## INSTRUCTIONS FOR THE TASK:
Where an entry holds an image, skip the image but reproduce the rest word for word.
=== MATERIAL FOR THIS EXERCISE ===
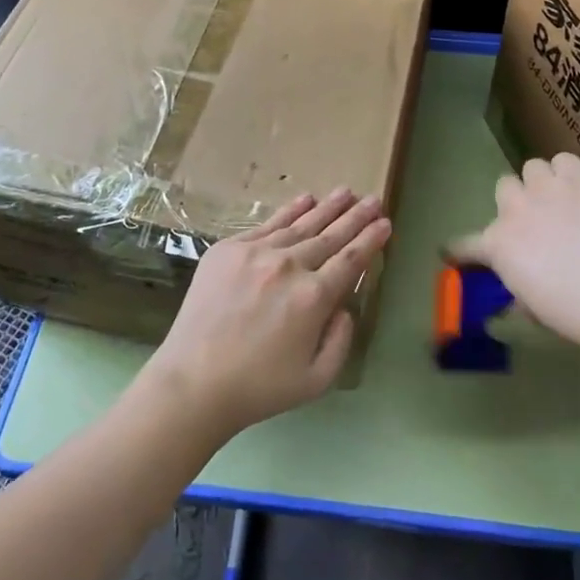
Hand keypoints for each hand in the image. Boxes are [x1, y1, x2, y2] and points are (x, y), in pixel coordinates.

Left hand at [145, 187, 391, 439]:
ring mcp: (256, 252)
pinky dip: (289, 210)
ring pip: (301, 224)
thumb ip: (341, 340)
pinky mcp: (228, 249)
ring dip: (327, 207)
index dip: (371, 240)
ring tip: (345, 192)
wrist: (193, 382)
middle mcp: (289, 266)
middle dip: (356, 217)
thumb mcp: (317, 379)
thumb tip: (343, 306)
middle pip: (330, 235)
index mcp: (314, 297)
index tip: (385, 223)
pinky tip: (305, 199)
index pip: (351, 260)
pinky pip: (267, 224)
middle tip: (373, 199)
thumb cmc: (259, 388)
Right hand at [444, 153, 579, 352]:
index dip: (459, 250)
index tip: (454, 253)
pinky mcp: (578, 177)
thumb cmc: (568, 309)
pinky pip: (565, 161)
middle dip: (516, 200)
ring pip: (532, 167)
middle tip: (535, 217)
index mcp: (496, 245)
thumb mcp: (531, 308)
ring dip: (543, 182)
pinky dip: (571, 173)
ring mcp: (545, 188)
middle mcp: (514, 209)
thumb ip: (519, 291)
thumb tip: (520, 292)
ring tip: (561, 197)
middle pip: (504, 186)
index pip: (464, 245)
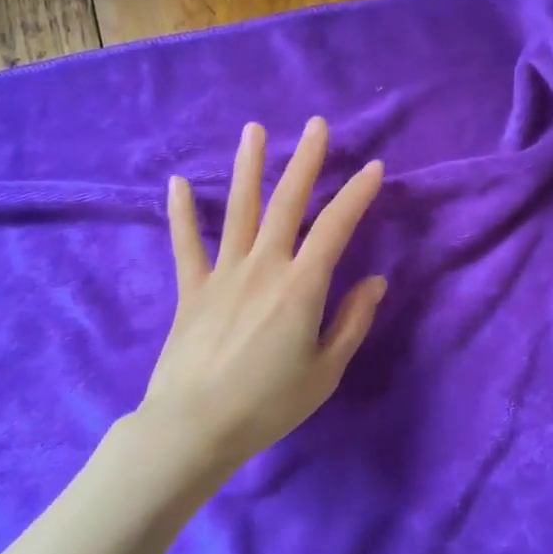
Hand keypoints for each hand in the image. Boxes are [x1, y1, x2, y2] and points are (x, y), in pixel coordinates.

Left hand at [136, 117, 386, 477]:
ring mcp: (223, 273)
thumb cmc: (269, 404)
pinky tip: (176, 182)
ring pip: (239, 210)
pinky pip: (186, 245)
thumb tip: (375, 281)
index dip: (357, 194)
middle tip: (317, 125)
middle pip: (287, 203)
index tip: (373, 167)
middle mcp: (263, 266)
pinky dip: (181, 214)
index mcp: (301, 285)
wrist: (195, 428)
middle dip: (305, 161)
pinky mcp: (192, 289)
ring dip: (248, 168)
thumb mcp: (326, 371)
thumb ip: (352, 321)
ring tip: (254, 130)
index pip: (336, 227)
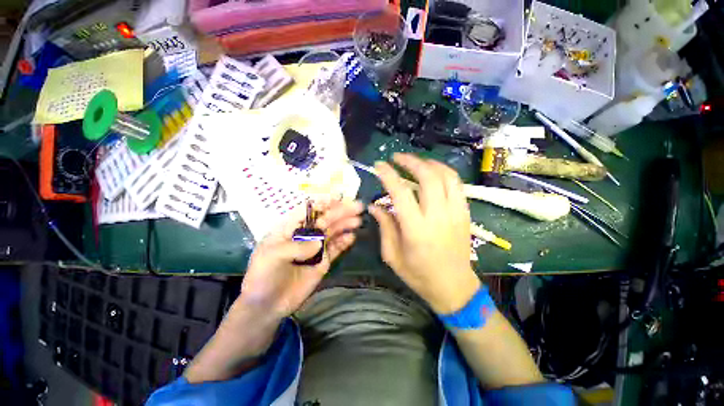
===
## TASK OUTPUT:
Hand keypoints for each hand in the image. Boxes are [x1, y1, x2, y2] and points are (x, y), in pixel coordinates.

Left hand at [145, 187, 391, 439]:
ring mcp: (256, 252)
pinky dip: (289, 210)
ring pip: (301, 224)
thumb ip: (341, 340)
pinky mcp: (228, 249)
ring dip: (327, 207)
index dip: (371, 240)
ring tip: (345, 192)
wrist: (193, 382)
middle mcp: (289, 266)
middle dip: (356, 217)
thumb mcp: (317, 379)
thumb tip: (343, 306)
middle pip: (330, 235)
index mcp: (314, 297)
index tip: (385, 223)
pinky tip: (305, 199)
index pip: (351, 260)
pinky pip: (267, 224)
middle tip: (373, 199)
thumb cmc: (259, 388)
Right hand at [444, 153, 579, 352]:
index dip: (459, 250)
index tip: (454, 253)
pinky mcp: (578, 177)
thumb cmc: (568, 309)
pinky pip: (565, 161)
middle dip: (516, 200)
ring pip: (532, 167)
middle tip: (535, 217)
index mcp: (496, 245)
thumb mcp: (531, 308)
ring dip: (543, 182)
pinky dip: (571, 173)
ring mcp: (545, 188)
middle mcp: (514, 209)
thumb ip: (519, 291)
thumb tip: (520, 292)
ring tip: (561, 197)
middle pip: (504, 186)
index pip: (464, 245)
Hand keypoints for each hand in the image. Boxes are [x1, y1, x2, y2] and points are (x, y), in pixel coordinates.

Left hand at [136, 117, 386, 477]:
ring mcp: (223, 273)
thumb cmc: (269, 404)
pinky tip: (176, 182)
ring pip: (239, 210)
pinky pip: (186, 245)
thumb tip: (375, 281)
index dip: (357, 194)
middle tip: (317, 125)
middle pip: (287, 203)
index tip: (373, 167)
middle mcp: (263, 266)
pinky dip: (181, 214)
index mcp: (301, 285)
wrist: (195, 428)
middle dip: (305, 161)
pinky mcp: (192, 289)
ring dip: (248, 168)
thumb mcp: (326, 371)
thumb ip: (352, 321)
ring tip: (254, 130)
index pip: (336, 227)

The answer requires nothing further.